» **EXERCISE INSTRUCTIONS**:
A word-for-word copy of the following listing is needed. Leave out its images.

» **MATERIAL FOR THE TASK**:

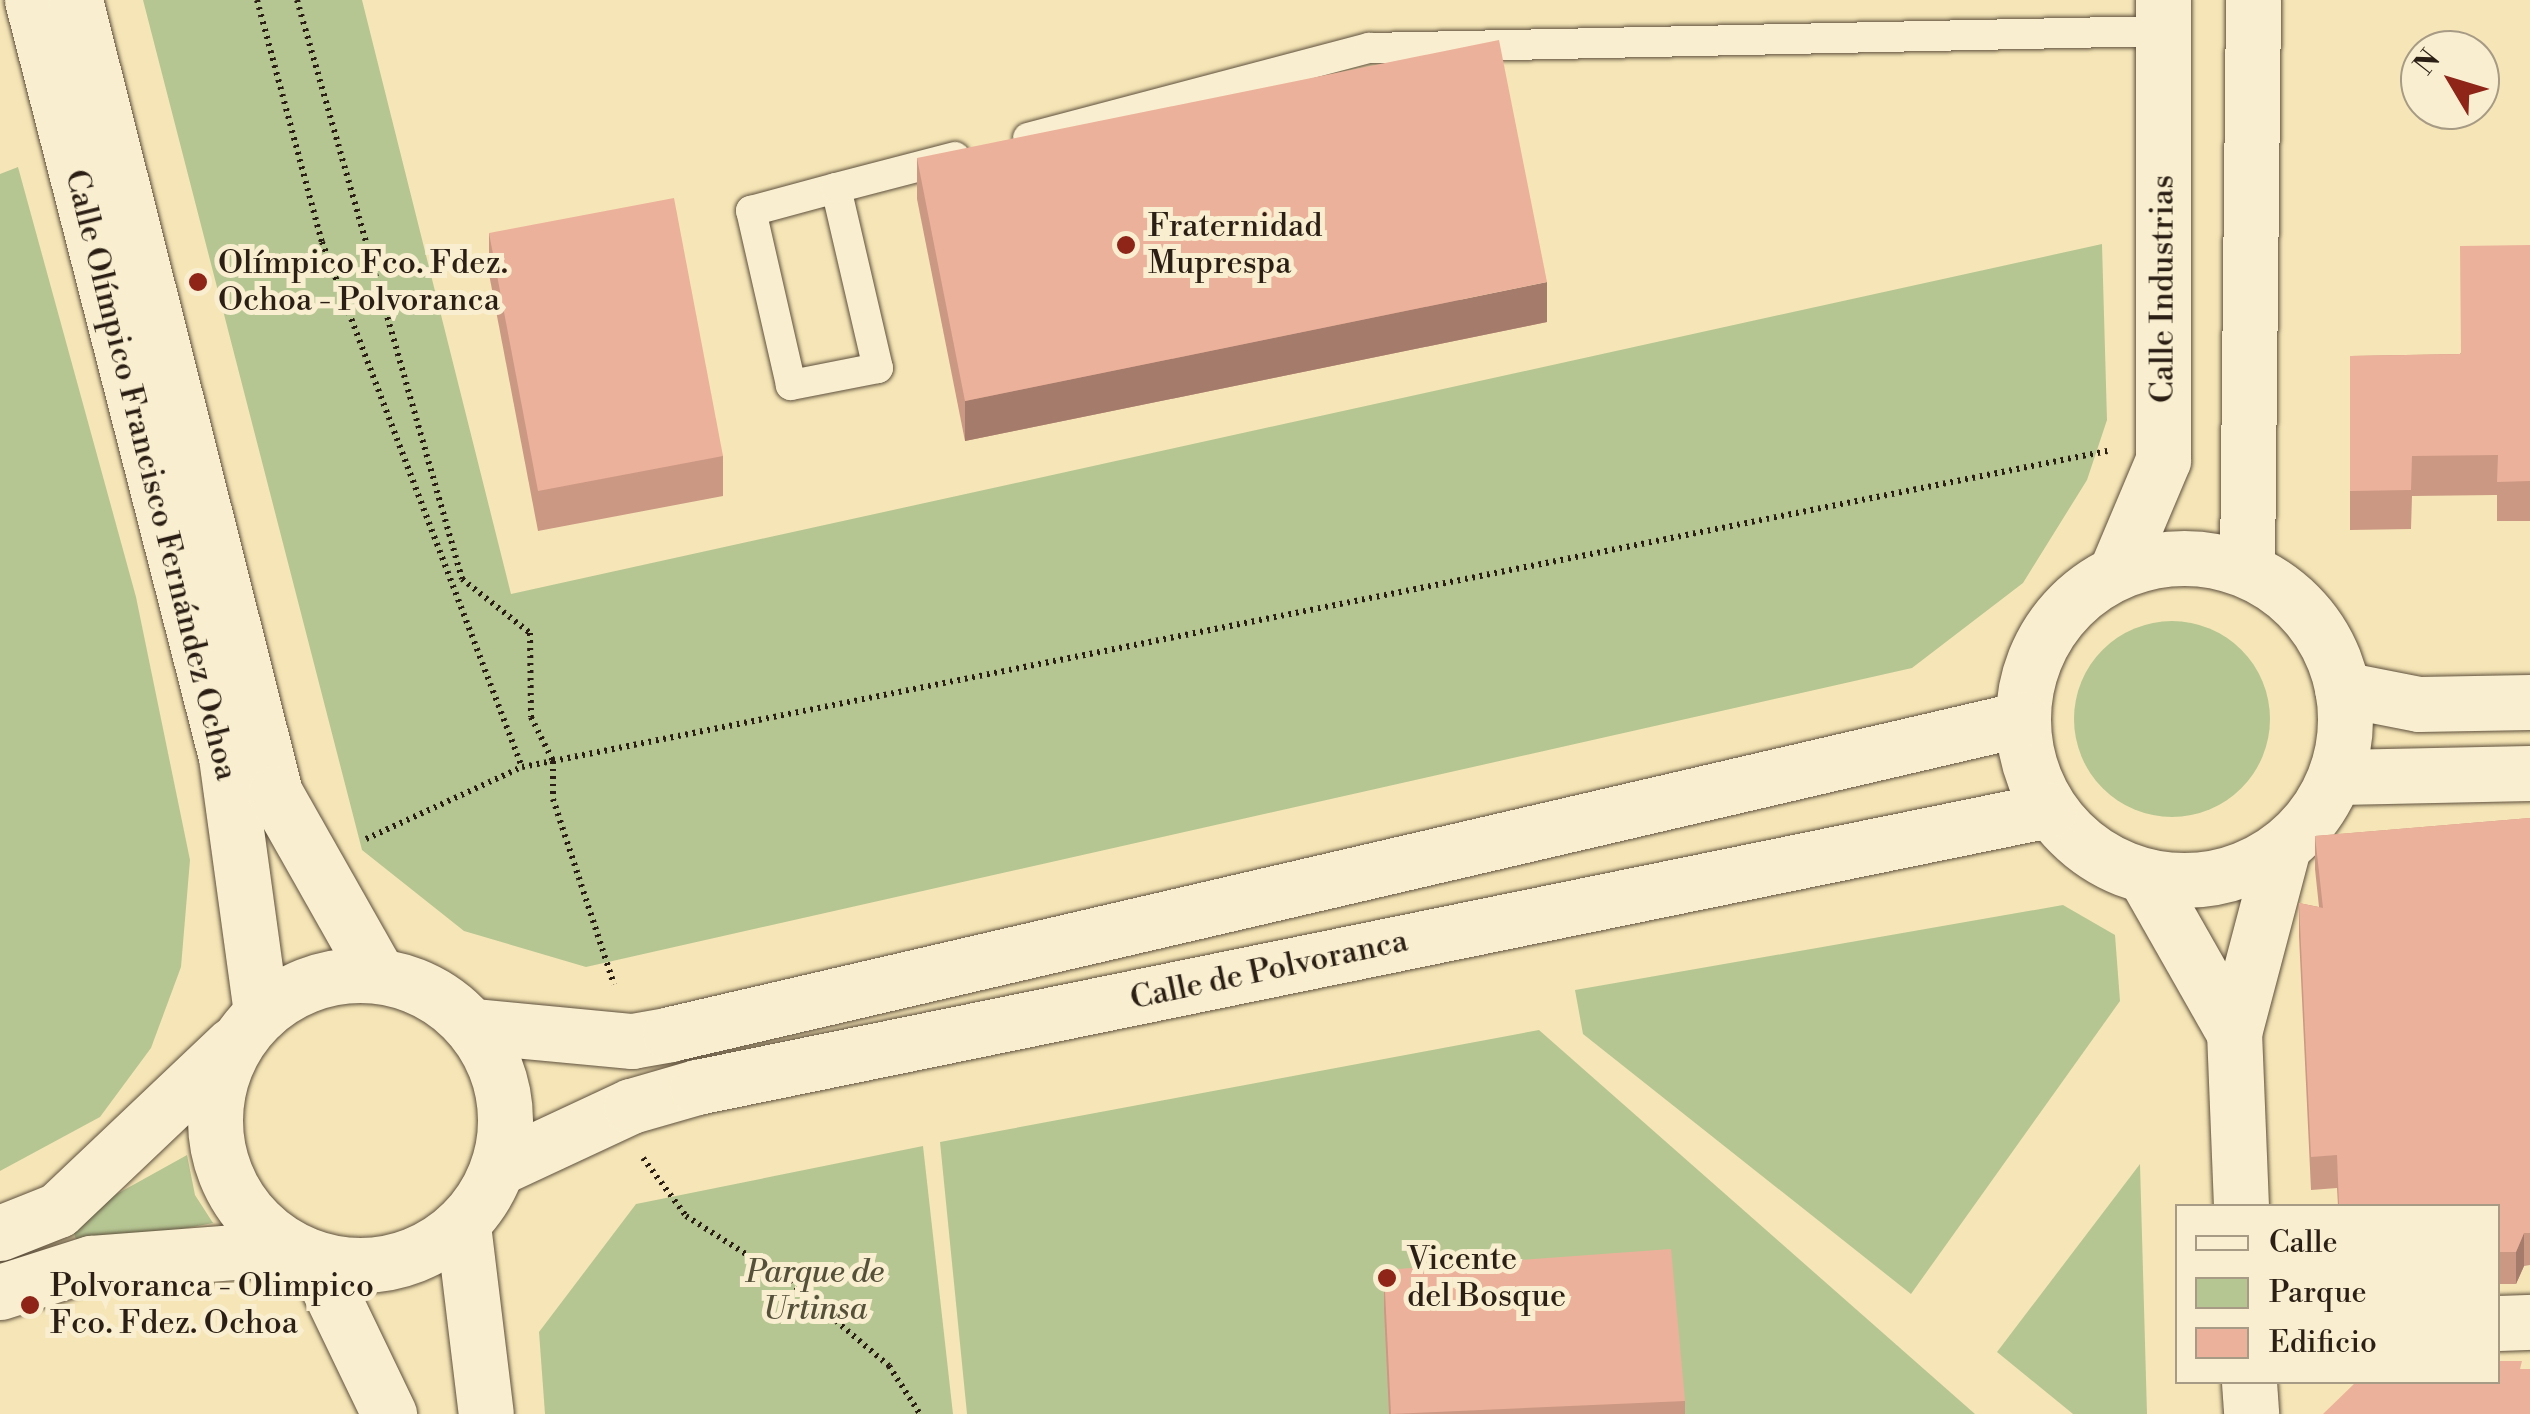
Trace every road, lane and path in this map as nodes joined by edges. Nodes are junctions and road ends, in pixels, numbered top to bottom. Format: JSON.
{"nodes":[{"id":1,"x":32,"y":0,"type":"edge"},
{"id":2,"x":75,"y":0,"type":"edge"},
{"id":3,"x":257,"y":0,"type":"edge"},
{"id":4,"x":297,"y":0,"type":"edge"},
{"id":5,"x":2254,"y":0,"type":"edge"},
{"id":6,"x":2163,"y":15,"type":"edge"},
{"id":7,"x":836,"y":188,"type":"junction"},
{"id":8,"x":2164,"y":460,"type":"junction"},
{"id":9,"x":2247,"y":567,"type":"junction"},
{"id":10,"x":2117,"y":569,"type":"junction"},
{"id":11,"x":2342,"y":689,"type":"junction"},
{"id":12,"x":2530,"y":702,"type":"edge"},
{"id":13,"x":2022,"y":719,"type":"junction"},
{"id":14,"x":553,"y":760,"type":"junction"},
{"id":15,"x":522,"y":768,"type":"junction"},
{"id":16,"x":2530,"y":774,"type":"edge"},
{"id":17,"x":2339,"y":778,"type":"junction"},
{"id":18,"x":2049,"y":810,"type":"junction"},
{"id":19,"x":2282,"y":848,"type":"junction"},
{"id":20,"x":315,"y":862,"type":"junction"},
{"id":21,"x":2146,"y":878,"type":"junction"},
{"id":22,"x":378,"y":975,"type":"junction"},
{"id":23,"x":250,"y":1026,"type":"junction"},
{"id":24,"x":473,"y":1026,"type":"junction"},
{"id":25,"x":2234,"y":1033,"type":"junction"},
{"id":26,"x":632,"y":1040,"type":"junction"},
{"id":27,"x":631,"y":1106,"type":"junction"},
{"id":28,"x":500,"y":1167,"type":"junction"},
{"id":29,"x":2241,"y":1204,"type":"edge"},
{"id":30,"x":462,"y":1225,"type":"junction"},
{"id":31,"x":0,"y":1233,"type":"edge"},
{"id":32,"x":302,"y":1254,"type":"junction"},
{"id":33,"x":0,"y":1292,"type":"edge"},
{"id":34,"x":2500,"y":1322,"type":"edge"},
{"id":35,"x":2530,"y":1322,"type":"edge"},
{"id":36,"x":2249,"y":1384,"type":"edge"},
{"id":37,"x":390,"y":1414,"type":"edge"},
{"id":38,"x":486,"y":1414,"type":"edge"},
{"id":39,"x":920,"y":1414,"type":"edge"},
{"id":40,"x":2251,"y":1414,"type":"edge"}],
"edges":[{"from":1,"to":23,"type":"street","name":"Calle Olímpico Francisco Fernández Ochoa"},
{"from":2,"to":20,"type":"street","name":"Calle Olímpico Francisco Fernández Ochoa"},
{"from":3,"to":15,"type":"path"},
{"from":4,"to":14,"type":"path"},
{"from":5,"to":9,"type":"street"},
{"from":6,"to":7,"type":"lane"},
{"from":6,"to":8,"type":"street","name":"Calle Industrias"},
{"from":7,"to":7,"type":"lane"},
{"from":8,"to":10,"type":"street","name":"Calle Industrias"},
{"from":8,"to":14,"type":"path"},
{"from":9,"to":10,"type":"street"},
{"from":9,"to":11,"type":"street"},
{"from":10,"to":13,"type":"street"},
{"from":11,"to":12,"type":"street"},
{"from":11,"to":17,"type":"street"},
{"from":13,"to":18,"type":"street"},
{"from":13,"to":26,"type":"street"},
{"from":14,"to":15,"type":"path"},
{"from":14,"to":26,"type":"path"},
{"from":15,"to":20,"type":"path"},
{"from":16,"to":17,"type":"street"},
{"from":17,"to":19,"type":"street"},
{"from":18,"to":21,"type":"street"},
{"from":18,"to":27,"type":"street","name":"Calle de Polvoranca"},
{"from":19,"to":21,"type":"street"},
{"from":19,"to":25,"type":"street"},
{"from":20,"to":22,"type":"street","name":"Calle Olímpico Francisco Fernández Ochoa"},
{"from":21,"to":25,"type":"street"},
{"from":22,"to":23,"type":"street"},
{"from":22,"to":24,"type":"street"},
{"from":23,"to":31,"type":"street"},
{"from":23,"to":32,"type":"street"},
{"from":24,"to":26,"type":"street"},
{"from":24,"to":28,"type":"street"},
{"from":25,"to":29,"type":"street"},
{"from":27,"to":28,"type":"street","name":"Calle de Polvoranca"},
{"from":27,"to":39,"type":"path"},
{"from":28,"to":30,"type":"street"},
{"from":30,"to":32,"type":"street"},
{"from":30,"to":38,"type":"street"},
{"from":32,"to":33,"type":"street"},
{"from":32,"to":37,"type":"street"},
{"from":34,"to":35,"type":"street"},
{"from":36,"to":40,"type":"street"}]}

» **WRITTEN RESPONSE**:
Trace every road, lane and path in this map as nodes joined by edges. Nodes are junctions and road ends, in pixels, numbered top to bottom. Format: JSON.
{"nodes":[{"id":1,"x":32,"y":0,"type":"edge"},
{"id":2,"x":75,"y":0,"type":"edge"},
{"id":3,"x":257,"y":0,"type":"edge"},
{"id":4,"x":297,"y":0,"type":"edge"},
{"id":5,"x":2254,"y":0,"type":"edge"},
{"id":6,"x":2163,"y":15,"type":"edge"},
{"id":7,"x":836,"y":188,"type":"junction"},
{"id":8,"x":2164,"y":460,"type":"junction"},
{"id":9,"x":2247,"y":567,"type":"junction"},
{"id":10,"x":2117,"y":569,"type":"junction"},
{"id":11,"x":2342,"y":689,"type":"junction"},
{"id":12,"x":2530,"y":702,"type":"edge"},
{"id":13,"x":2022,"y":719,"type":"junction"},
{"id":14,"x":553,"y":760,"type":"junction"},
{"id":15,"x":522,"y":768,"type":"junction"},
{"id":16,"x":2530,"y":774,"type":"edge"},
{"id":17,"x":2339,"y":778,"type":"junction"},
{"id":18,"x":2049,"y":810,"type":"junction"},
{"id":19,"x":2282,"y":848,"type":"junction"},
{"id":20,"x":315,"y":862,"type":"junction"},
{"id":21,"x":2146,"y":878,"type":"junction"},
{"id":22,"x":378,"y":975,"type":"junction"},
{"id":23,"x":250,"y":1026,"type":"junction"},
{"id":24,"x":473,"y":1026,"type":"junction"},
{"id":25,"x":2234,"y":1033,"type":"junction"},
{"id":26,"x":632,"y":1040,"type":"junction"},
{"id":27,"x":631,"y":1106,"type":"junction"},
{"id":28,"x":500,"y":1167,"type":"junction"},
{"id":29,"x":2241,"y":1204,"type":"edge"},
{"id":30,"x":462,"y":1225,"type":"junction"},
{"id":31,"x":0,"y":1233,"type":"edge"},
{"id":32,"x":302,"y":1254,"type":"junction"},
{"id":33,"x":0,"y":1292,"type":"edge"},
{"id":34,"x":2500,"y":1322,"type":"edge"},
{"id":35,"x":2530,"y":1322,"type":"edge"},
{"id":36,"x":2249,"y":1384,"type":"edge"},
{"id":37,"x":390,"y":1414,"type":"edge"},
{"id":38,"x":486,"y":1414,"type":"edge"},
{"id":39,"x":920,"y":1414,"type":"edge"},
{"id":40,"x":2251,"y":1414,"type":"edge"}],
"edges":[{"from":1,"to":23,"type":"street","name":"Calle Olímpico Francisco Fernández Ochoa"},
{"from":2,"to":20,"type":"street","name":"Calle Olímpico Francisco Fernández Ochoa"},
{"from":3,"to":15,"type":"path"},
{"from":4,"to":14,"type":"path"},
{"from":5,"to":9,"type":"street"},
{"from":6,"to":7,"type":"lane"},
{"from":6,"to":8,"type":"street","name":"Calle Industrias"},
{"from":7,"to":7,"type":"lane"},
{"from":8,"to":10,"type":"street","name":"Calle Industrias"},
{"from":8,"to":14,"type":"path"},
{"from":9,"to":10,"type":"street"},
{"from":9,"to":11,"type":"street"},
{"from":10,"to":13,"type":"street"},
{"from":11,"to":12,"type":"street"},
{"from":11,"to":17,"type":"street"},
{"from":13,"to":18,"type":"street"},
{"from":13,"to":26,"type":"street"},
{"from":14,"to":15,"type":"path"},
{"from":14,"to":26,"type":"path"},
{"from":15,"to":20,"type":"path"},
{"from":16,"to":17,"type":"street"},
{"from":17,"to":19,"type":"street"},
{"from":18,"to":21,"type":"street"},
{"from":18,"to":27,"type":"street","name":"Calle de Polvoranca"},
{"from":19,"to":21,"type":"street"},
{"from":19,"to":25,"type":"street"},
{"from":20,"to":22,"type":"street","name":"Calle Olímpico Francisco Fernández Ochoa"},
{"from":21,"to":25,"type":"street"},
{"from":22,"to":23,"type":"street"},
{"from":22,"to":24,"type":"street"},
{"from":23,"to":31,"type":"street"},
{"from":23,"to":32,"type":"street"},
{"from":24,"to":26,"type":"street"},
{"from":24,"to":28,"type":"street"},
{"from":25,"to":29,"type":"street"},
{"from":27,"to":28,"type":"street","name":"Calle de Polvoranca"},
{"from":27,"to":39,"type":"path"},
{"from":28,"to":30,"type":"street"},
{"from":30,"to":32,"type":"street"},
{"from":30,"to":38,"type":"street"},
{"from":32,"to":33,"type":"street"},
{"from":32,"to":37,"type":"street"},
{"from":34,"to":35,"type":"street"},
{"from":36,"to":40,"type":"street"}]}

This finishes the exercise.